→ Work to be completed
Return the records in full, exactly as given.

Saved data entries
· · · · · · ·

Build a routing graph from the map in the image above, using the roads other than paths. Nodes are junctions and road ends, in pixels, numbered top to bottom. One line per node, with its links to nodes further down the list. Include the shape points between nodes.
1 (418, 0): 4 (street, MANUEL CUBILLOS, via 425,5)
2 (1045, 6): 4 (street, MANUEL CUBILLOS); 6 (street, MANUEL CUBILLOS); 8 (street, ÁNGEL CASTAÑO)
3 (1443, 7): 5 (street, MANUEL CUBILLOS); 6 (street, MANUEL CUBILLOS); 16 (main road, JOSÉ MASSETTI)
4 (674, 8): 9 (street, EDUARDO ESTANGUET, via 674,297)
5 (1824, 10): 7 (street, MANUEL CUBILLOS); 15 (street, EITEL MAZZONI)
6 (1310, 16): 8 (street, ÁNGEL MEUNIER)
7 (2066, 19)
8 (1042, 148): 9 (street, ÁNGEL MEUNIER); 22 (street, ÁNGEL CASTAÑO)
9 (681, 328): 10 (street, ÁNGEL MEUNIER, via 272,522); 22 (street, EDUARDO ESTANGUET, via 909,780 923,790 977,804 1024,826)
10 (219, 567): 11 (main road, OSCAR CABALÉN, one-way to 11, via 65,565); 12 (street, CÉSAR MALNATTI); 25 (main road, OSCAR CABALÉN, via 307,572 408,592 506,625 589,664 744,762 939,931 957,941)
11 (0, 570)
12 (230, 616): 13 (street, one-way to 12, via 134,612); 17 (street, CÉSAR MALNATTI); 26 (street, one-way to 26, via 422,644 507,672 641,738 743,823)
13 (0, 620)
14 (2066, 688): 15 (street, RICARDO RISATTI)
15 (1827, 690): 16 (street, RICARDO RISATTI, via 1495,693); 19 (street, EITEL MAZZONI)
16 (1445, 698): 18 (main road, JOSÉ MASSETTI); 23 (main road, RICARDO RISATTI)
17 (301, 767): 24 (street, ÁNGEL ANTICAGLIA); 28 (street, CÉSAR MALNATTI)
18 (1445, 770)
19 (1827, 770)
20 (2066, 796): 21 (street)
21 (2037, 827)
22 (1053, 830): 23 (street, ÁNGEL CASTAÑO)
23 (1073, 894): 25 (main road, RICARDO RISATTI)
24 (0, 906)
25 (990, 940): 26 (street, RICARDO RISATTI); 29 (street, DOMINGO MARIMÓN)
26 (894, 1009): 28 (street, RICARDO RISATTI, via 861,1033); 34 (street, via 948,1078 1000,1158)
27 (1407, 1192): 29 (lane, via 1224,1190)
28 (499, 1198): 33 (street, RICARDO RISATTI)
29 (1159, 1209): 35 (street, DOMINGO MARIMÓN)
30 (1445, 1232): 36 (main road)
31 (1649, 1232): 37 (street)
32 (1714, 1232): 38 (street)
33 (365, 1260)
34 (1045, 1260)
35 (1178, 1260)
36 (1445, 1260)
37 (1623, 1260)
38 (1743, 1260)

· · · · · · ·

→ Worked solution
Build a routing graph from the map in the image above, using the roads other than paths. Nodes are junctions and road ends, in pixels, numbered top to bottom. One line per node, with its links to nodes further down the list. Include the shape points between nodes.
1 (418, 0): 4 (street, MANUEL CUBILLOS, via 425,5)
2 (1045, 6): 4 (street, MANUEL CUBILLOS); 6 (street, MANUEL CUBILLOS); 8 (street, ÁNGEL CASTAÑO)
3 (1443, 7): 5 (street, MANUEL CUBILLOS); 6 (street, MANUEL CUBILLOS); 16 (main road, JOSÉ MASSETTI)
4 (674, 8): 9 (street, EDUARDO ESTANGUET, via 674,297)
5 (1824, 10): 7 (street, MANUEL CUBILLOS); 15 (street, EITEL MAZZONI)
6 (1310, 16): 8 (street, ÁNGEL MEUNIER)
7 (2066, 19)
8 (1042, 148): 9 (street, ÁNGEL MEUNIER); 22 (street, ÁNGEL CASTAÑO)
9 (681, 328): 10 (street, ÁNGEL MEUNIER, via 272,522); 22 (street, EDUARDO ESTANGUET, via 909,780 923,790 977,804 1024,826)
10 (219, 567): 11 (main road, OSCAR CABALÉN, one-way to 11, via 65,565); 12 (street, CÉSAR MALNATTI); 25 (main road, OSCAR CABALÉN, via 307,572 408,592 506,625 589,664 744,762 939,931 957,941)
11 (0, 570)
12 (230, 616): 13 (street, one-way to 12, via 134,612); 17 (street, CÉSAR MALNATTI); 26 (street, one-way to 26, via 422,644 507,672 641,738 743,823)
13 (0, 620)
14 (2066, 688): 15 (street, RICARDO RISATTI)
15 (1827, 690): 16 (street, RICARDO RISATTI, via 1495,693); 19 (street, EITEL MAZZONI)
16 (1445, 698): 18 (main road, JOSÉ MASSETTI); 23 (main road, RICARDO RISATTI)
17 (301, 767): 24 (street, ÁNGEL ANTICAGLIA); 28 (street, CÉSAR MALNATTI)
18 (1445, 770)
19 (1827, 770)
20 (2066, 796): 21 (street)
21 (2037, 827)
22 (1053, 830): 23 (street, ÁNGEL CASTAÑO)
23 (1073, 894): 25 (main road, RICARDO RISATTI)
24 (0, 906)
25 (990, 940): 26 (street, RICARDO RISATTI); 29 (street, DOMINGO MARIMÓN)
26 (894, 1009): 28 (street, RICARDO RISATTI, via 861,1033); 34 (street, via 948,1078 1000,1158)
27 (1407, 1192): 29 (lane, via 1224,1190)
28 (499, 1198): 33 (street, RICARDO RISATTI)
29 (1159, 1209): 35 (street, DOMINGO MARIMÓN)
30 (1445, 1232): 36 (main road)
31 (1649, 1232): 37 (street)
32 (1714, 1232): 38 (street)
33 (365, 1260)
34 (1045, 1260)
35 (1178, 1260)
36 (1445, 1260)
37 (1623, 1260)
38 (1743, 1260)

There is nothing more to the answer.